• Problem requirements:
Repeat the data as given. Images do not go in the copy.

• Material for this task:
##############################
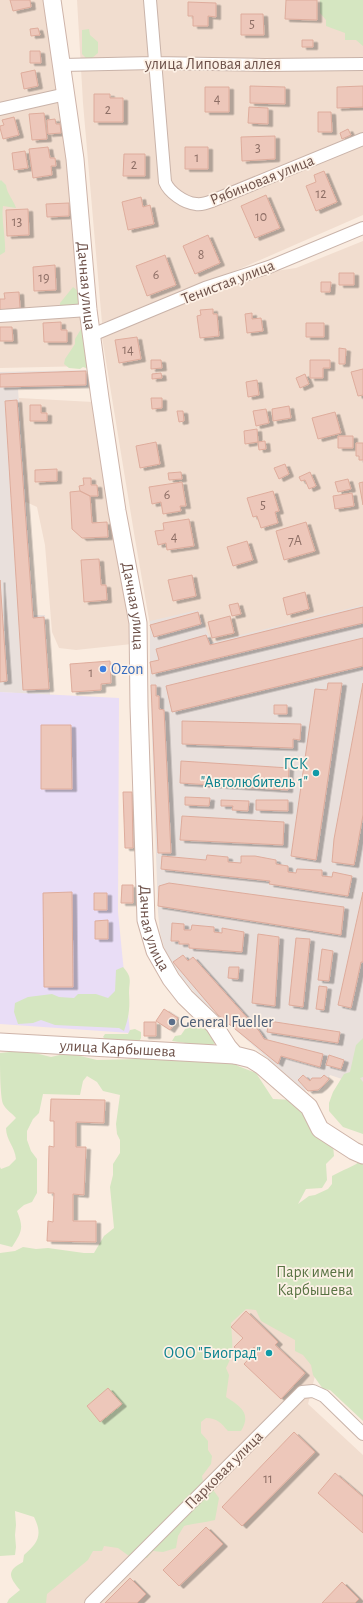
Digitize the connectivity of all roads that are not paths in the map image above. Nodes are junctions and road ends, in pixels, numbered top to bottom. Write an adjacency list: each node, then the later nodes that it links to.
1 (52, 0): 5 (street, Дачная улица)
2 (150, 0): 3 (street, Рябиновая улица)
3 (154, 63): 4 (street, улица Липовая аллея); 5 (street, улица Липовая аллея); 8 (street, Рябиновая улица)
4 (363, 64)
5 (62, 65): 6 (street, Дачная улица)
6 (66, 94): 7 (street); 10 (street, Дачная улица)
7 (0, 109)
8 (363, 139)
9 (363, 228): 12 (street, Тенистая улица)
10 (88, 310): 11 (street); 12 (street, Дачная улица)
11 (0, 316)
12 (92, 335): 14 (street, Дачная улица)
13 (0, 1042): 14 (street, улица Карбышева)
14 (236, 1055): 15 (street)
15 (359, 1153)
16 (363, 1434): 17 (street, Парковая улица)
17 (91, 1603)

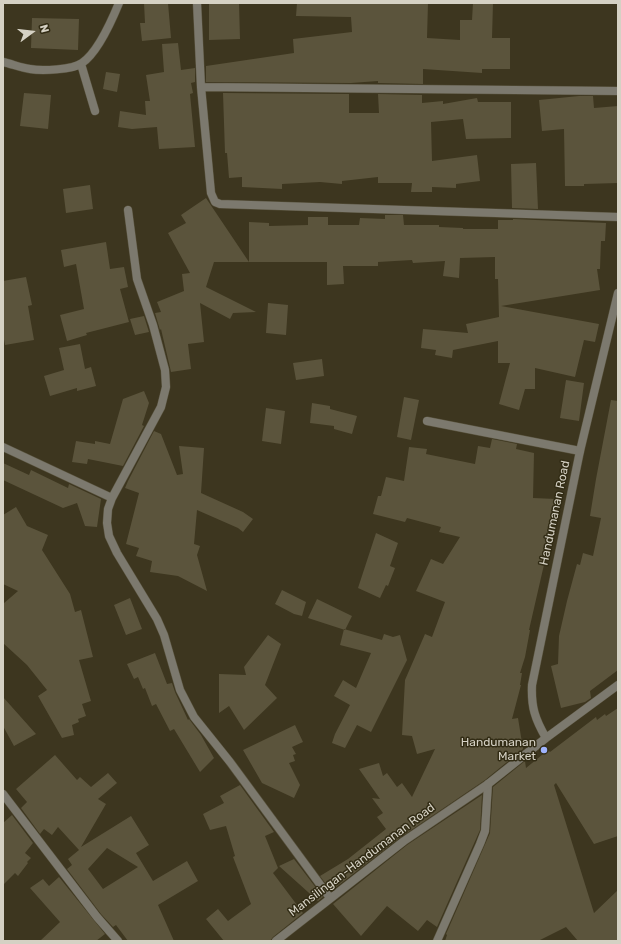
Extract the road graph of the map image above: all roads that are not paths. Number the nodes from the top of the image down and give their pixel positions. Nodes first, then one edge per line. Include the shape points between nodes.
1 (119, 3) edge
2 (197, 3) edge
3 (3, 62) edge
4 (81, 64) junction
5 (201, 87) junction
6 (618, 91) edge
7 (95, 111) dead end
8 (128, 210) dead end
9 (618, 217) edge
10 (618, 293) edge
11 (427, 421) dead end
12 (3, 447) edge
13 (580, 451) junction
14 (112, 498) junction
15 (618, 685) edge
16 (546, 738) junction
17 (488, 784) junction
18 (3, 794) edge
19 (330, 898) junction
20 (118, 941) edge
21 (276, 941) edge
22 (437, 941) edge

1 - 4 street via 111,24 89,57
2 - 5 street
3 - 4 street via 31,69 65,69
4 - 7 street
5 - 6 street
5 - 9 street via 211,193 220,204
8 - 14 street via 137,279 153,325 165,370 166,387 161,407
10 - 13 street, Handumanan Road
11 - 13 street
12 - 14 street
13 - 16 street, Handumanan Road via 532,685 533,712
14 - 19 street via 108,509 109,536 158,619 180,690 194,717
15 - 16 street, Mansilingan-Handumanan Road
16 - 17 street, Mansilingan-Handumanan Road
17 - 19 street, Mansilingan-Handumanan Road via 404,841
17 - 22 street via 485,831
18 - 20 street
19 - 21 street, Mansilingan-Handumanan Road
##############################
• Result of this exercise:
Digitize the connectivity of all roads that are not paths in the map image above. Nodes are junctions and road ends, in pixels, numbered top to bottom. Write an adjacency list: each node, then the later nodes that it links to.
1 (52, 0): 5 (street, Дачная улица)
2 (150, 0): 3 (street, Рябиновая улица)
3 (154, 63): 4 (street, улица Липовая аллея); 5 (street, улица Липовая аллея); 8 (street, Рябиновая улица)
4 (363, 64)
5 (62, 65): 6 (street, Дачная улица)
6 (66, 94): 7 (street); 10 (street, Дачная улица)
7 (0, 109)
8 (363, 139)
9 (363, 228): 12 (street, Тенистая улица)
10 (88, 310): 11 (street); 12 (street, Дачная улица)
11 (0, 316)
12 (92, 335): 14 (street, Дачная улица)
13 (0, 1042): 14 (street, улица Карбышева)
14 (236, 1055): 15 (street)
15 (359, 1153)
16 (363, 1434): 17 (street, Парковая улица)
17 (91, 1603)

Extract the road graph of the map image above: all roads that are not paths. Number the nodes from the top of the image down and give their pixel positions. Nodes first, then one edge per line. Include the shape points between nodes.
1 (119, 3) edge
2 (197, 3) edge
3 (3, 62) edge
4 (81, 64) junction
5 (201, 87) junction
6 (618, 91) edge
7 (95, 111) dead end
8 (128, 210) dead end
9 (618, 217) edge
10 (618, 293) edge
11 (427, 421) dead end
12 (3, 447) edge
13 (580, 451) junction
14 (112, 498) junction
15 (618, 685) edge
16 (546, 738) junction
17 (488, 784) junction
18 (3, 794) edge
19 (330, 898) junction
20 (118, 941) edge
21 (276, 941) edge
22 (437, 941) edge

1 - 4 street via 111,24 89,57
2 - 5 street
3 - 4 street via 31,69 65,69
4 - 7 street
5 - 6 street
5 - 9 street via 211,193 220,204
8 - 14 street via 137,279 153,325 165,370 166,387 161,407
10 - 13 street, Handumanan Road
11 - 13 street
12 - 14 street
13 - 16 street, Handumanan Road via 532,685 533,712
14 - 19 street via 108,509 109,536 158,619 180,690 194,717
15 - 16 street, Mansilingan-Handumanan Road
16 - 17 street, Mansilingan-Handumanan Road
17 - 19 street, Mansilingan-Handumanan Road via 404,841
17 - 22 street via 485,831
18 - 20 street
19 - 21 street, Mansilingan-Handumanan Road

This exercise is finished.